Born in Manhattan, Mason grew up in nearby Chappaqua, where he once encountered neighbor Bill Clinton at a Rite-Aid. (Recently, Mason has been pushing Rite-Aid’s stock.) Finance was in his blood. His father, Todd, a Harvard Law graduate, left the law in the late 1980s to work at a mixed arbitrage hedge fund. Uncle Jim, his mother's younger brother, was a regular Thanksgiving guest, talking manically about his many projects, handing out TheStreet.com penknives, and recruiting Cliff for mailbox-stuffing expeditions. Mason absorbed the language of finance. “I know all the acronyms, stupid shit that anybody that works at CNBC should know,” he says. ”Price-to-earnings-to-growth, stuff like that.”

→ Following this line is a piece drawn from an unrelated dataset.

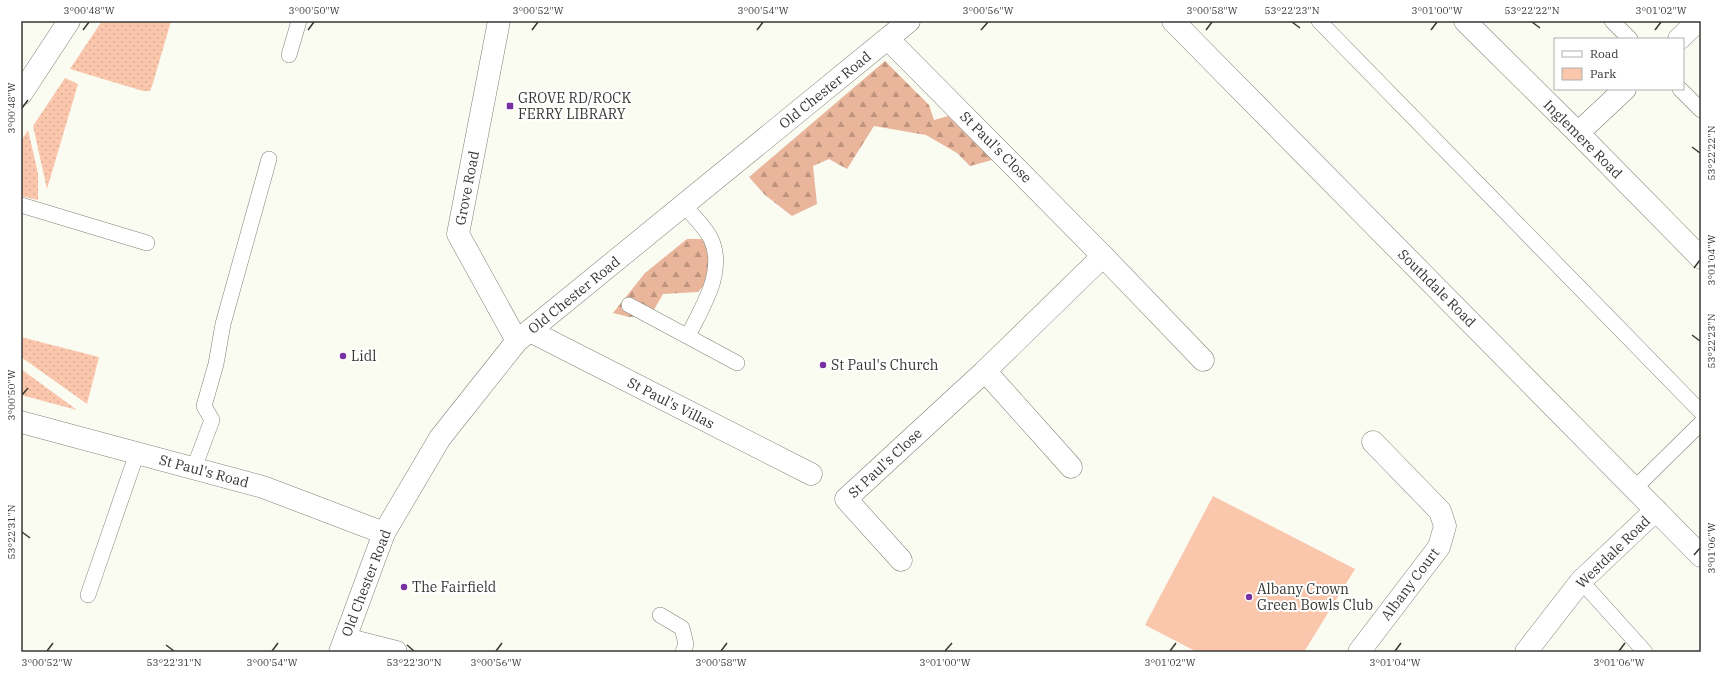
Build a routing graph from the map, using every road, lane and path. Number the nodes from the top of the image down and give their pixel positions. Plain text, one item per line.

That first summer he worked punching up daily scripts, shaping raw concepts into material that was accessible and camera-ready. Throughout, he collaborated with Cramer. “I don't know which one of us is crazier,” Mason says. “We keep tweaking until it airs.” When the summer ended and Mason returned for junior year, the show scrambled to find a replacement. It couldn’t. Accepting a salary any undergrad would delight in, Cliff volunteered to telecommute from campus four to six hours a day. Juggling Harvard and Wall Street required some improvisation; Mason often performed last-minute rewrites on his laptop during seminars. As a senior, the social studies concentrator pulled back-to-back all-nighters to keep up with his academic work. Cramer’s advice: "Work your butt off, but don't get me in trouble with your mother." Mason graduated on time with his sanity mostly intact. “I don’t think I would have been fully immersed in my studies anyway,” Mason says. “It would have been, ‘Am I doing Mad Money, or am I sleeping 12 hours a day, getting trashed with my friends?’"
The dude schtick belies Mason’s aptitude for his accidental career and his affinity for the stocks-and-Red-Bull show, whose audience is squarely his own generation. Mad Money premiered a few months before his internship, and he was a fan from episode one. "Our generation is more into crass materialism,” Mason asserts. “We don't feel bad saying, 'I want to have lots of money so I don't have to work, and buy lots of cool things!'"
In one recent video segment, Mason confessed to buying the iPhone because it is “pretty cool” and a “babe magnet.” People earning less than $50,000 could probably spend their money more wisely, he conceded, but that was not his situation, and in any case, he was so busy, he lacked the time to spend all the money he made. Mason’s “spend now, save later” columns elicit the kind of hate mail long familiar to his uncle. Correspondents charge him with irresponsibility and general cluelessness. Cramer advises his nephew not to sweat it and argues that Mason’s counterintuitive tack on twentysomething consumption “is so brilliant that I can’t believe everyone isn’t talking about it. But they will be.” Ten years from now, he predicts, his nephew “could run a network and a web company simultaneously.”
Meanwhile, Cliff is happy to continue his double life at TheStreet.com and Mad Money. "Unless Jim fires me. But my Mom would throw a phone at him, so I think I'm safe."